* **SOURCE MATERIAL**

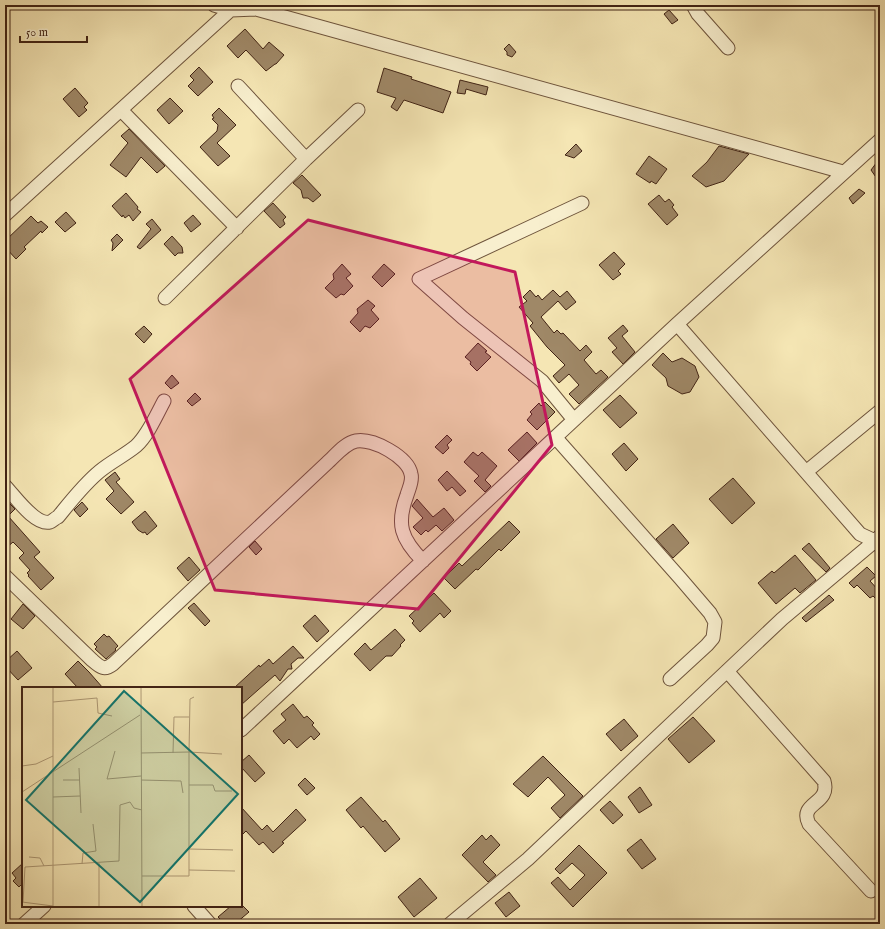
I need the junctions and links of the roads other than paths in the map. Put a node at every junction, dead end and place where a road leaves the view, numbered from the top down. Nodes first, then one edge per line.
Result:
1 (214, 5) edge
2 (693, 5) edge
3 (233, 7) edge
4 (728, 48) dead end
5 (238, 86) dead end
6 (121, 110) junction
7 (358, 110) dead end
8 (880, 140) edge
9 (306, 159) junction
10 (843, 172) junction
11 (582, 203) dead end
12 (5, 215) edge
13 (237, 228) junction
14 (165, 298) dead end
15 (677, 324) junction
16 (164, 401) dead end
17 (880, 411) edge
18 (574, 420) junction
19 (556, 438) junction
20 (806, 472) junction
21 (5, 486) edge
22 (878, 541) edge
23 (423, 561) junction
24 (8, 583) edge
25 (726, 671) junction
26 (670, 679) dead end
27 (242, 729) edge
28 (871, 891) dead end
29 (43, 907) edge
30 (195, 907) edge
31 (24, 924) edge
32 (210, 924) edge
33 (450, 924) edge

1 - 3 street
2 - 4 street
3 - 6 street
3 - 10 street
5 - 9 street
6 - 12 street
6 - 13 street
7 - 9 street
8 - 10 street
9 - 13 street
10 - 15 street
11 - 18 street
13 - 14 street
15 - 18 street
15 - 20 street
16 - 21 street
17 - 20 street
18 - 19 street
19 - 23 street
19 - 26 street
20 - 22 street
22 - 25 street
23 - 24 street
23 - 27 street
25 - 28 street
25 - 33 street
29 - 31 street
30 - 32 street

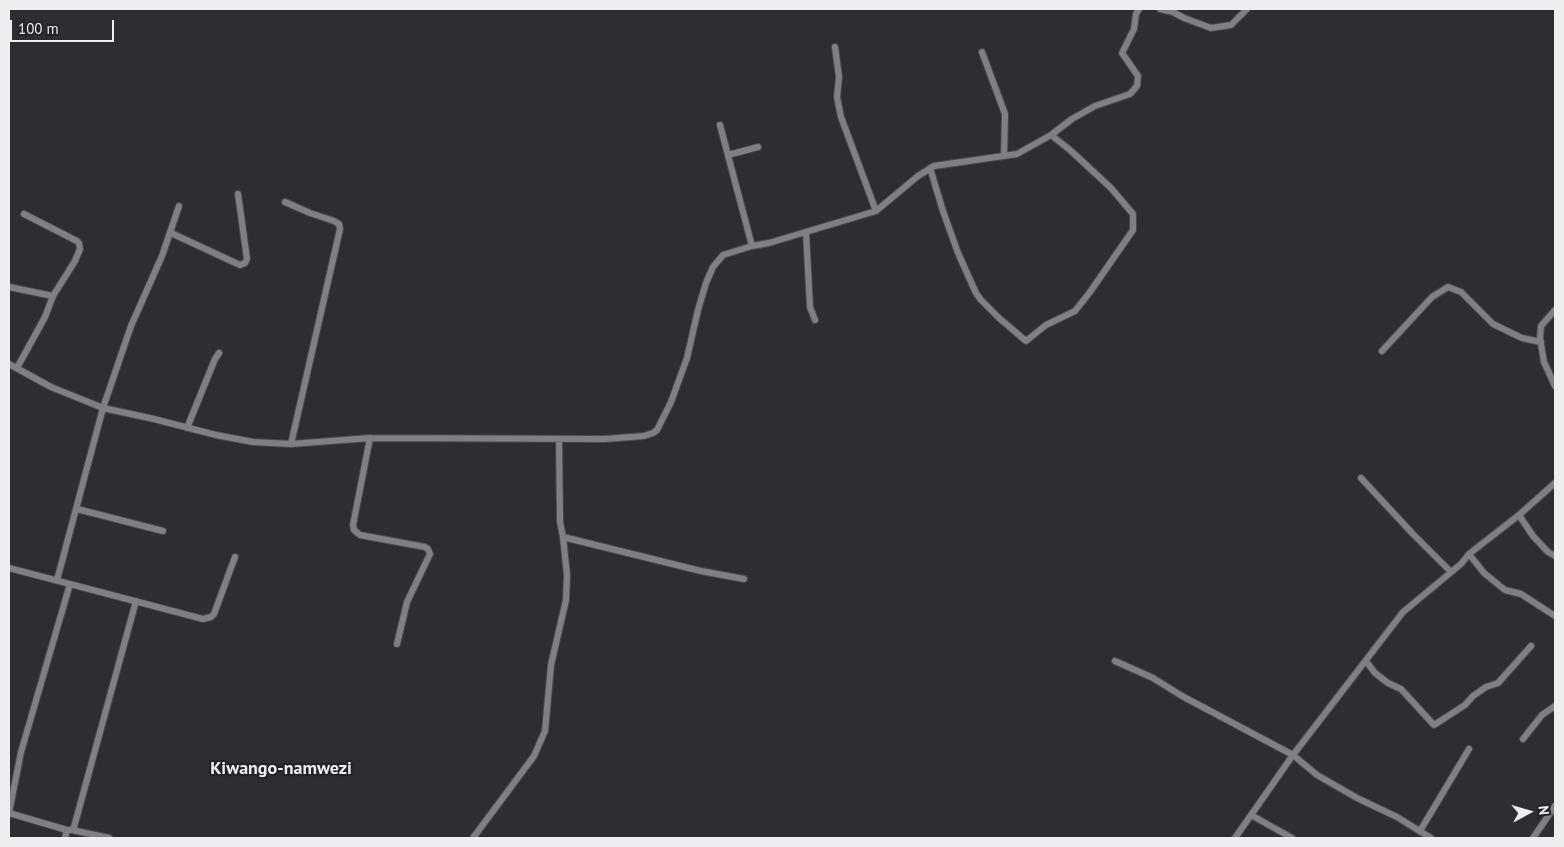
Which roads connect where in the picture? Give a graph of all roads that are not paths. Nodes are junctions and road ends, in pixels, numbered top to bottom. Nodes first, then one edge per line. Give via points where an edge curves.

---

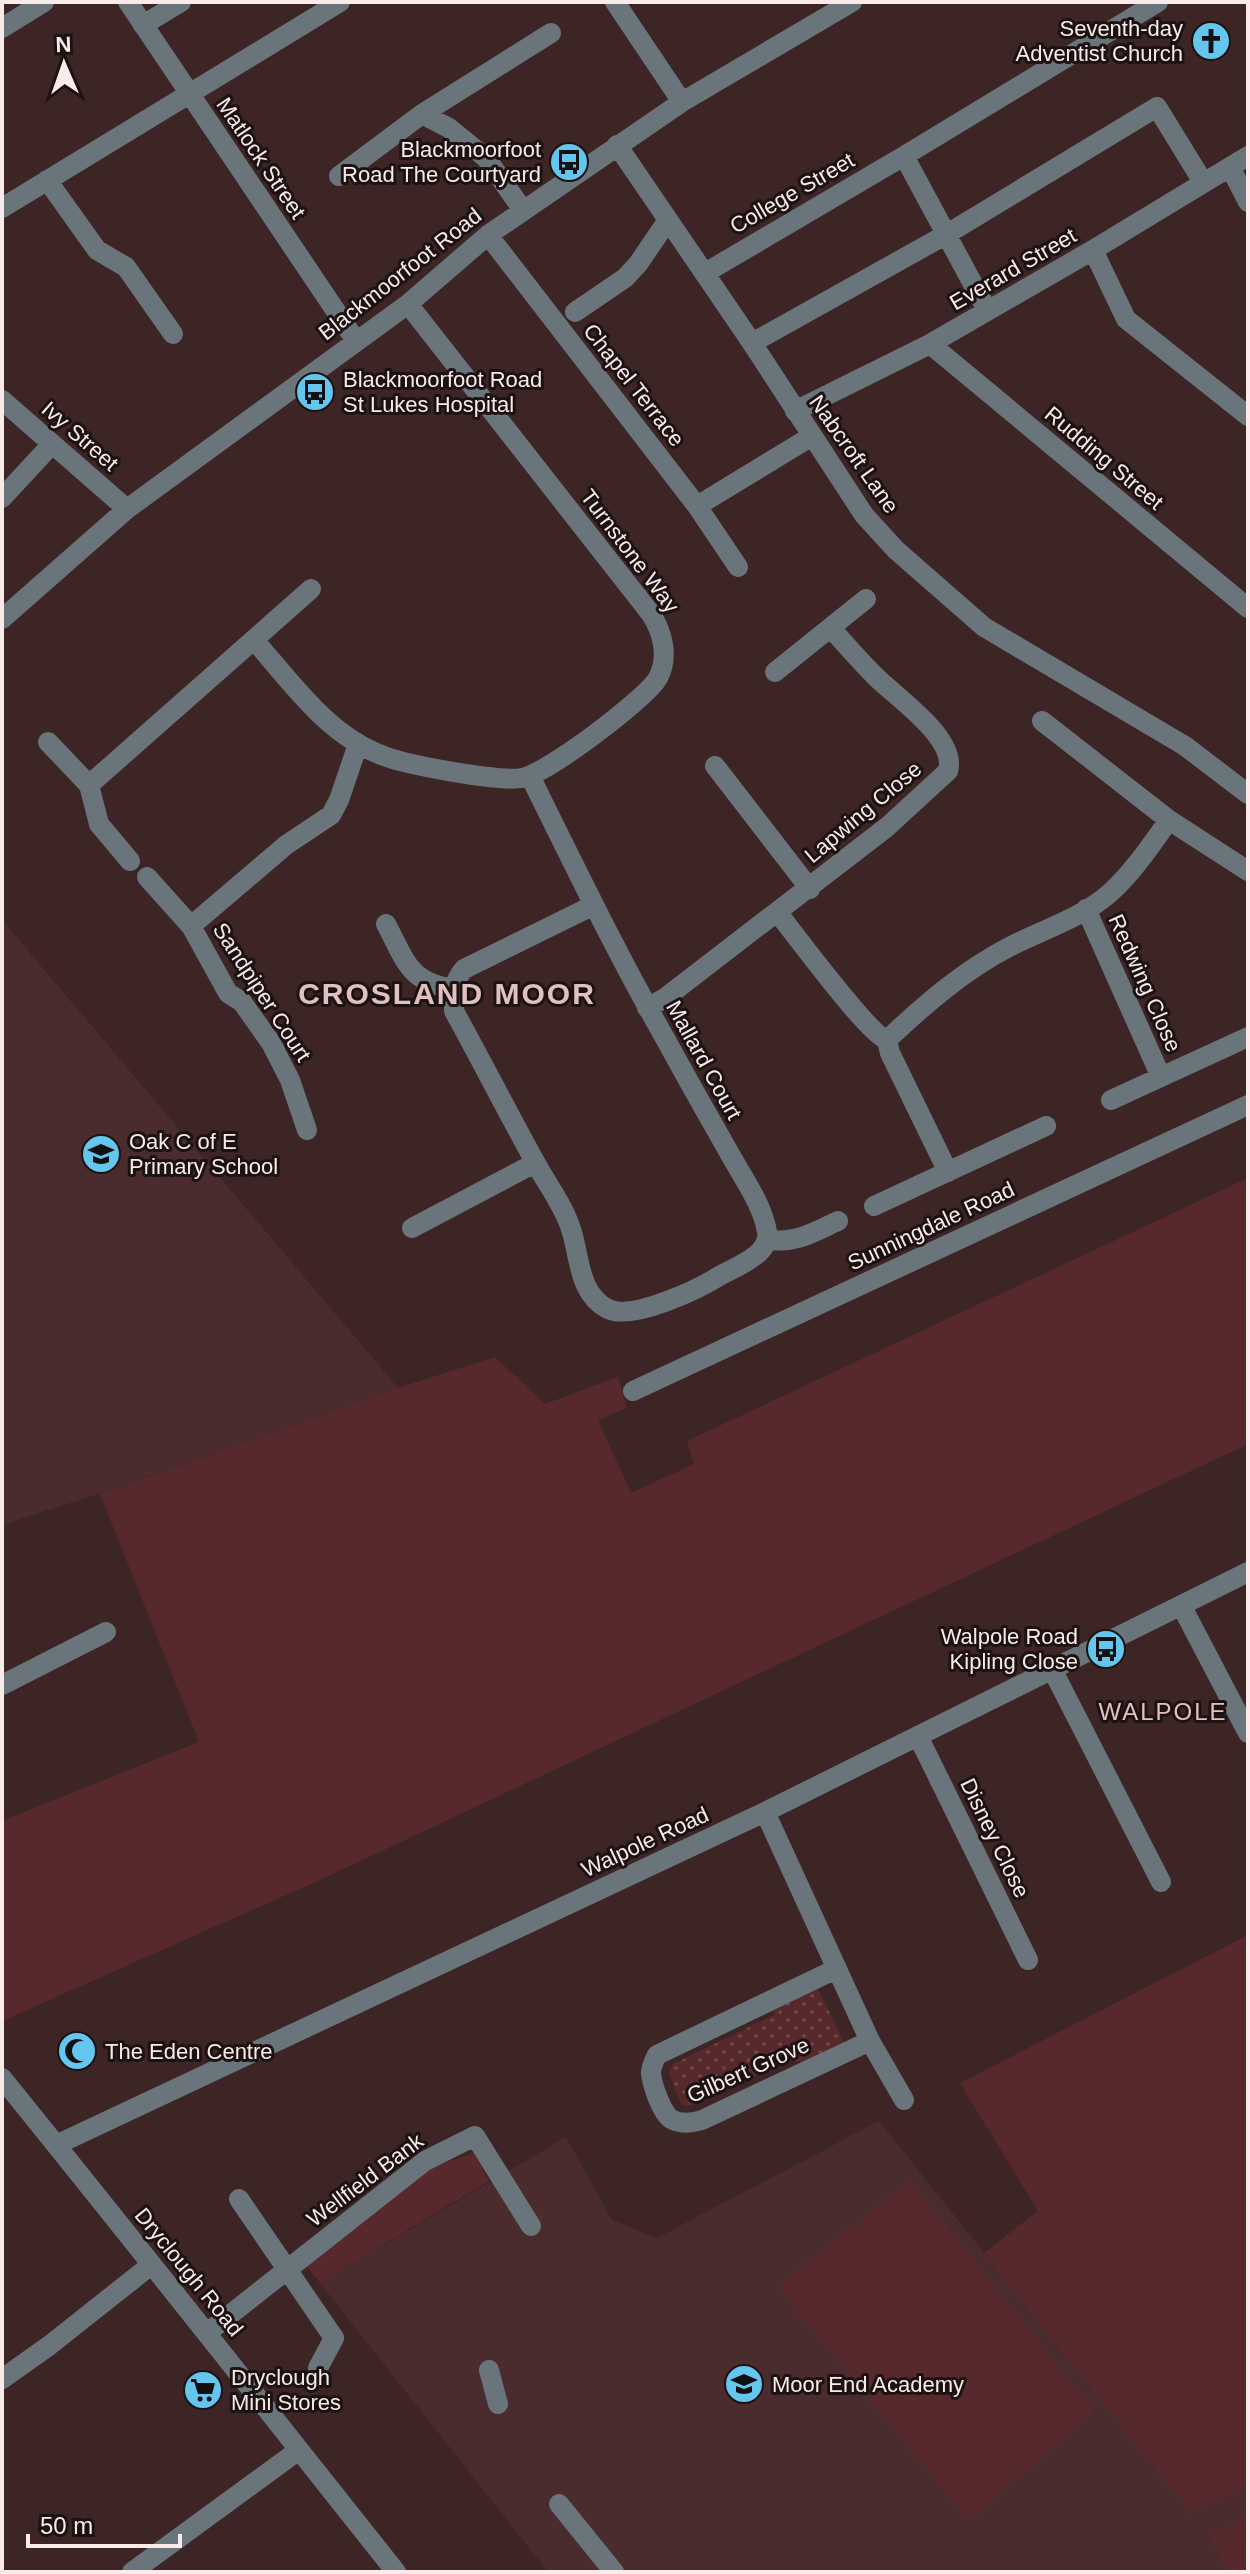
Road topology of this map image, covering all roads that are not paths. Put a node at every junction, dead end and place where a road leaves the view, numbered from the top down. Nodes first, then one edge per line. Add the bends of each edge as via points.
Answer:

* **PROBLEM DETAILS**
Lines that hold the word "paths" are the ones to copy from the entries above.

* **TASK SOLUTION**
I need the junctions and links of the roads other than paths in the map. Put a node at every junction, dead end and place where a road leaves the view, numbered from the top down. Nodes first, then one edge per line.
Which roads connect where in the picture? Give a graph of all roads that are not paths. Nodes are junctions and road ends, in pixels, numbered top to bottom. Nodes first, then one edge per line. Give via points where an edge curves.
Road topology of this map image, covering all roads that are not paths. Put a node at every junction, dead end and place where a road leaves the view, numbered from the top down. Nodes first, then one edge per line. Add the bends of each edge as via points.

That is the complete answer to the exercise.